Mitochondrial transplantation offers several advantages in the management of cardiovascular disease

  • It directly restores ATP production and reduces intracellular oxidative stress, whereas conventional therapies often act on symptoms or secondary pathways.
    • The use of autologous mitochondria avoids immune activation, providing a favorable safety profile in highly sensitive clinical contexts such as pediatric cardiac surgery or acute myocardial infarction.
    • The procedure can be performed in real time during surgical interventions.
    • It is compatible with established therapies, as it does not necessarily interfere with other strategies such as cell therapy, mechanical circulatory support, or pharmacological treatments.

Nonetheless, important limitations remain, underscoring the need for further research:

  • The isolation process is time-sensitive, and functional mitochondria can only be obtained under strict procedural conditions.
    • Current studies show wide variability in the dose and number of mitochondria used, emphasizing the need for standardized dosing and quantification methods.
    • A major drawback is the inability to store isolated mitochondria. Once harvested, they must be transplanted promptly to maintain function. Freezing or prolonged storage (>5 hours) induces structural changes that render them ineffective.
    • Another unresolved issue is whether exogenous mitochondria integrate durably into the endogenous mitochondrial network.
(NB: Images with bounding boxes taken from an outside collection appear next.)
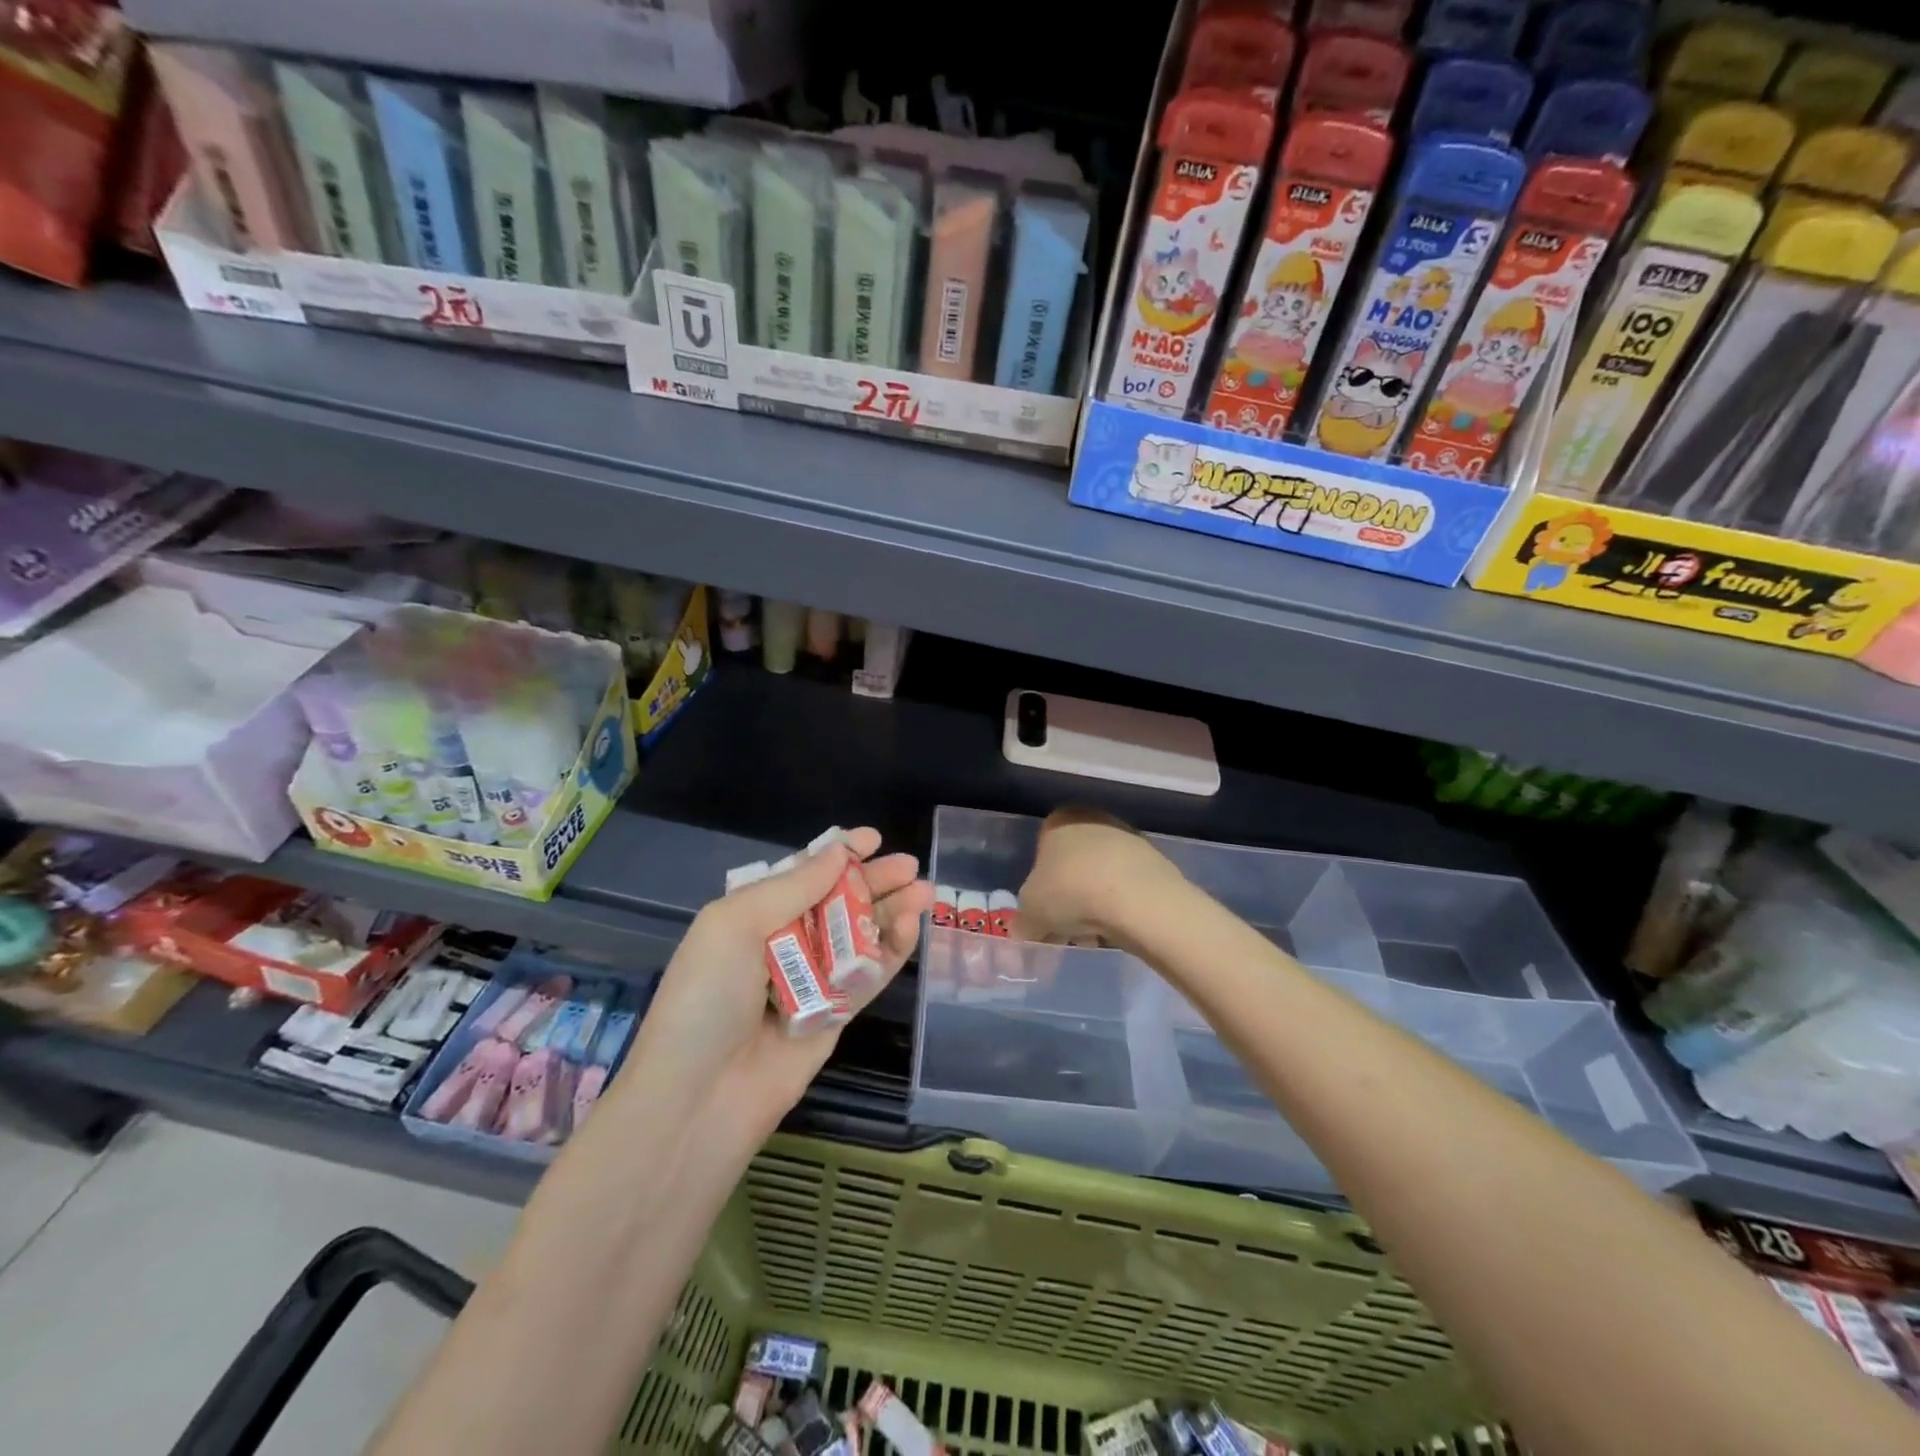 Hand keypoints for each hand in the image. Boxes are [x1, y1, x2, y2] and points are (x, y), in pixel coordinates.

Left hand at [616, 828, 931, 1143]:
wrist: (700, 1099)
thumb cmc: (708, 998)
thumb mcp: (735, 924)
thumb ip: (794, 886)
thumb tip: (840, 852)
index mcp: (751, 916)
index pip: (802, 875)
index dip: (838, 855)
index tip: (873, 838)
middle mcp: (783, 943)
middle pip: (838, 902)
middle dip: (874, 881)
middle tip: (911, 865)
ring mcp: (812, 981)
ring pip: (860, 936)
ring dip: (891, 911)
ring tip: (926, 891)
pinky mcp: (836, 1015)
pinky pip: (868, 975)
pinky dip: (891, 951)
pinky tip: (911, 927)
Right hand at [1014, 807, 1181, 952]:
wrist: (1137, 898)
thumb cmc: (1071, 892)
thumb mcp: (1030, 913)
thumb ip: (1023, 923)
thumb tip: (1023, 933)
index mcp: (1059, 819)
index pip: (1041, 853)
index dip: (1039, 889)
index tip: (1044, 916)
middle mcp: (1094, 820)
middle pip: (1072, 867)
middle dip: (1068, 900)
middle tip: (1067, 931)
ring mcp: (1128, 839)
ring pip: (1100, 879)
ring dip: (1094, 907)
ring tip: (1094, 938)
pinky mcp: (1155, 863)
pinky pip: (1127, 889)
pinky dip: (1120, 909)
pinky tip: (1118, 932)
It remains unclear whether they act as autonomous functional units or exert only transient effects through signal or metabolite transfer.
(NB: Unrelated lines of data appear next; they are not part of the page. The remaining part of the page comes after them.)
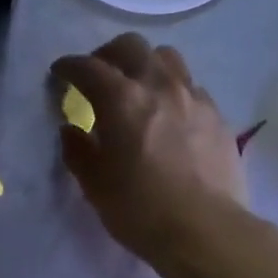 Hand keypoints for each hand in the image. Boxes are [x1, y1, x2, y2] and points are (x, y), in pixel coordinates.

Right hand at [53, 35, 247, 261]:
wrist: (205, 230)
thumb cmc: (140, 210)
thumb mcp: (95, 186)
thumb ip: (78, 151)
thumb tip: (71, 130)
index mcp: (122, 100)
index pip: (88, 67)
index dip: (68, 67)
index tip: (59, 74)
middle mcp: (159, 86)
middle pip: (131, 47)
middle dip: (107, 55)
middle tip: (98, 76)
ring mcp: (194, 97)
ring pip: (167, 59)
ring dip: (145, 65)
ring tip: (138, 89)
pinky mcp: (217, 116)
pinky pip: (191, 87)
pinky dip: (172, 91)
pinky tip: (169, 115) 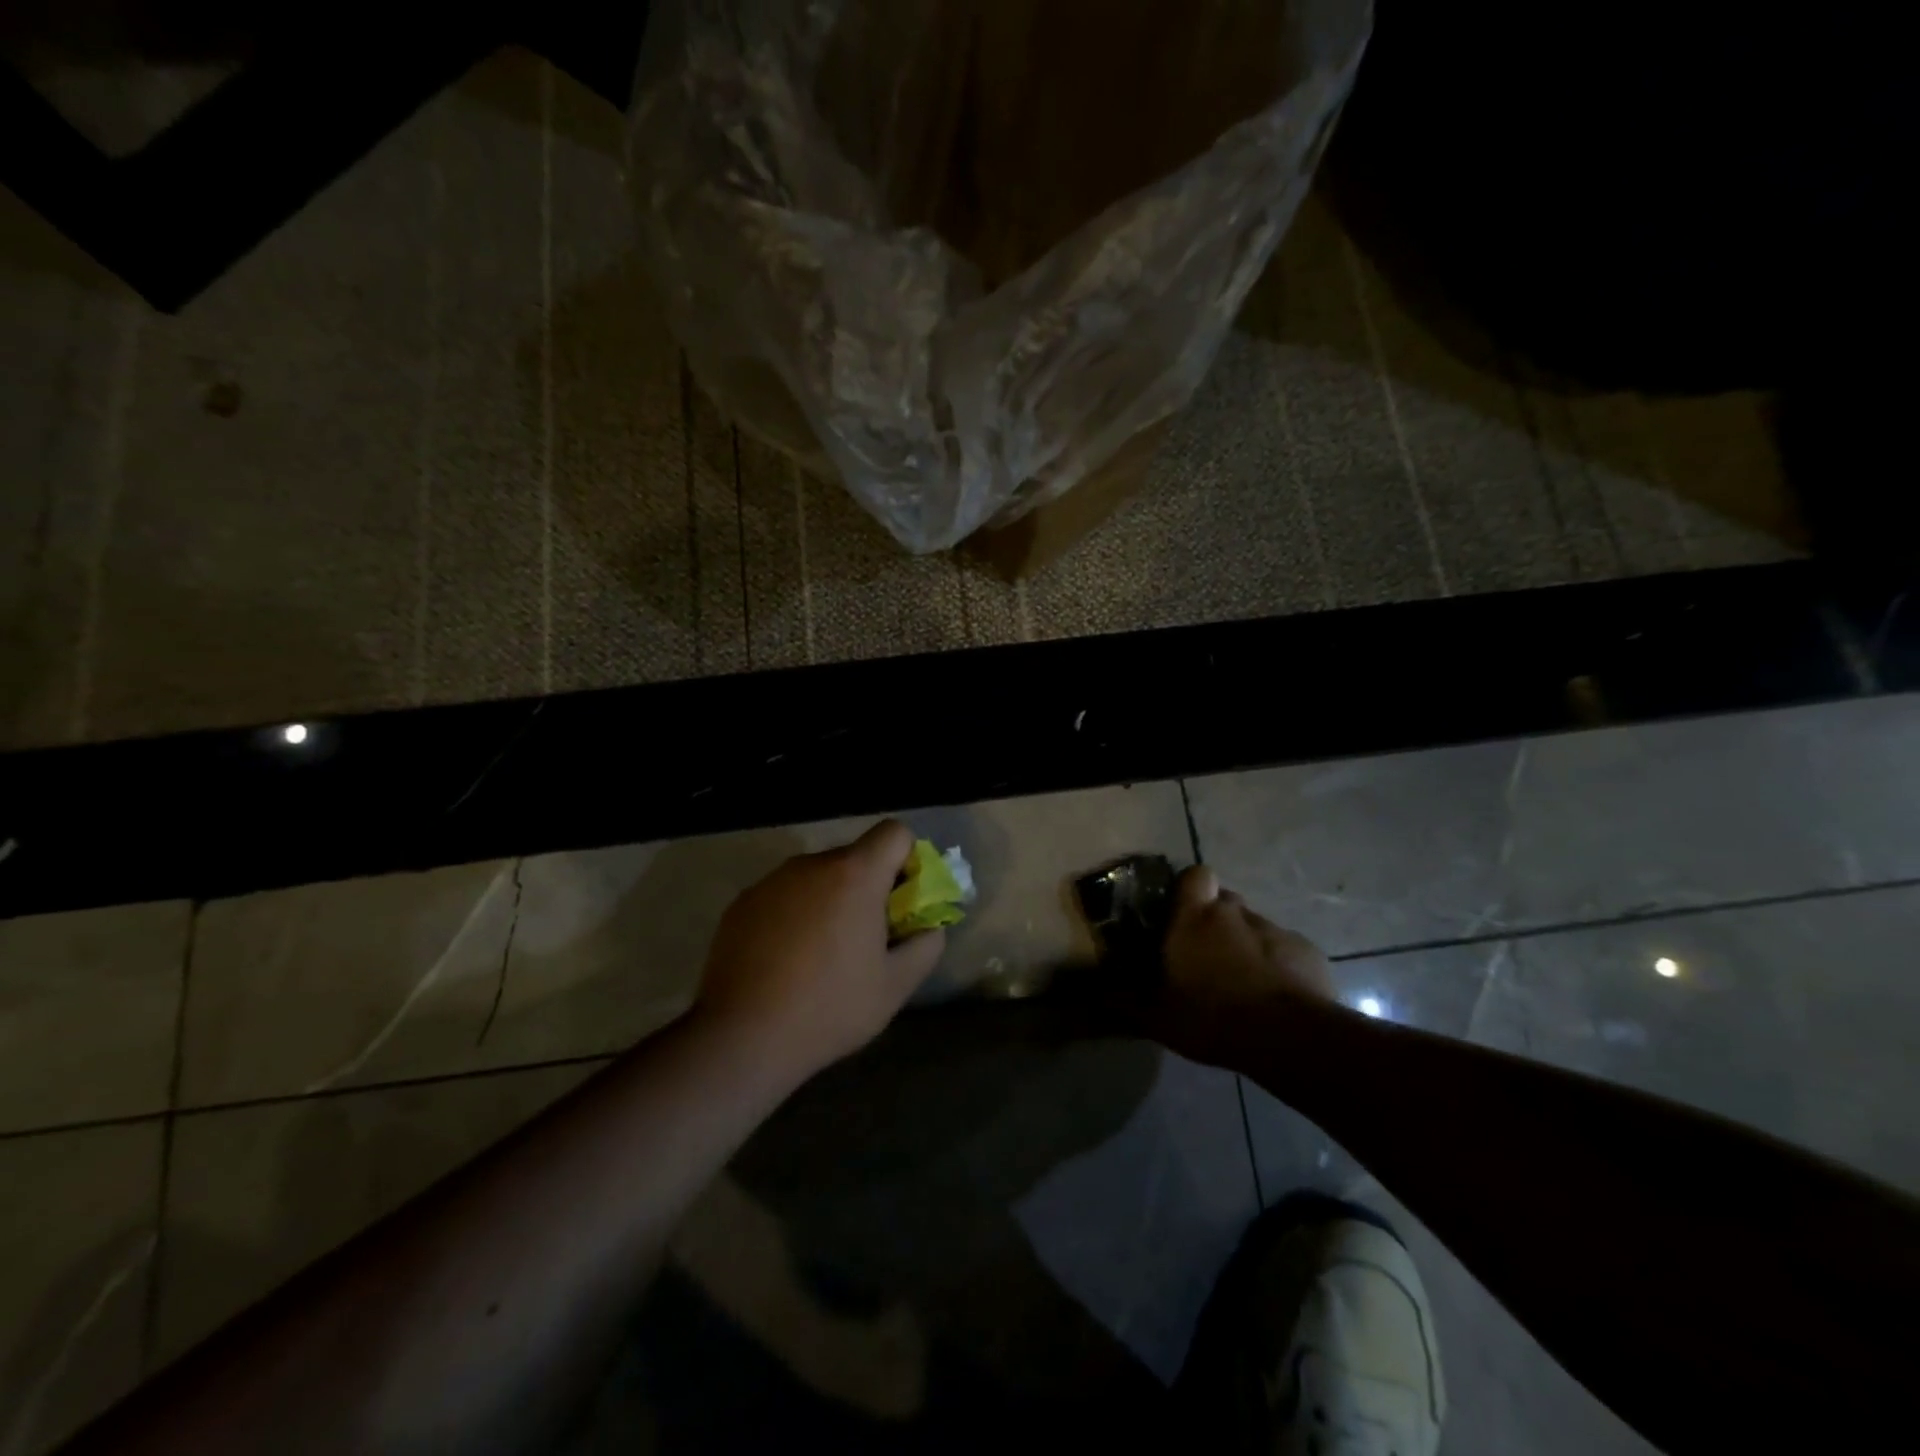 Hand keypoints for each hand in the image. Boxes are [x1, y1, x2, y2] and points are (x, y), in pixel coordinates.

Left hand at [693, 820, 945, 1077]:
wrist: (741, 1037)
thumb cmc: (829, 1008)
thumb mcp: (895, 986)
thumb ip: (926, 945)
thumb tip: (929, 926)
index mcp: (855, 875)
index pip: (894, 832)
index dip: (907, 860)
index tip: (902, 901)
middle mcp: (812, 864)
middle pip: (855, 857)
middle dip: (868, 887)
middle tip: (866, 938)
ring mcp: (771, 881)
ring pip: (817, 877)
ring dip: (830, 901)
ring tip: (822, 955)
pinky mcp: (742, 902)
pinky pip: (784, 896)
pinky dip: (794, 915)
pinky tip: (785, 961)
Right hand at [1146, 865, 1332, 1065]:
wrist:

Taken together, mitochondrial transplantation, though still in early development, has opened a new avenue in regenerative medicine: targeted subcellular manipulation to restore energy homeostasis. While its implications extend beyond cardiovascular disease, it is in myocardial tissue—highly dependent on oxidative phosphorylation yet with limited regenerative capacity—where it may ultimately achieve its greatest clinical impact.

COMMENTARY:

Mitochondrial transplantation is reshaping the concept of therapeutic intervention by directly targeting the cell’s energy machinery. The strategy appears particularly promising in ischemic heart disease, where mitochondrial dysfunction plays a pivotal role in cell death and adverse remodeling. Despite the encouraging preclinical and early clinical results, several critical questions must be resolved before its widespread adoption. These include defining standardized protocols for mitochondrial isolation and delivery, clarifying mechanisms of integration and persistence within host tissue, and addressing logistical barriers to immediate-use transplantation. The success of ongoing clinical trials will determine whether this innovative approach can move from experimental therapy to a reproducible, safe, and effective clinical practice.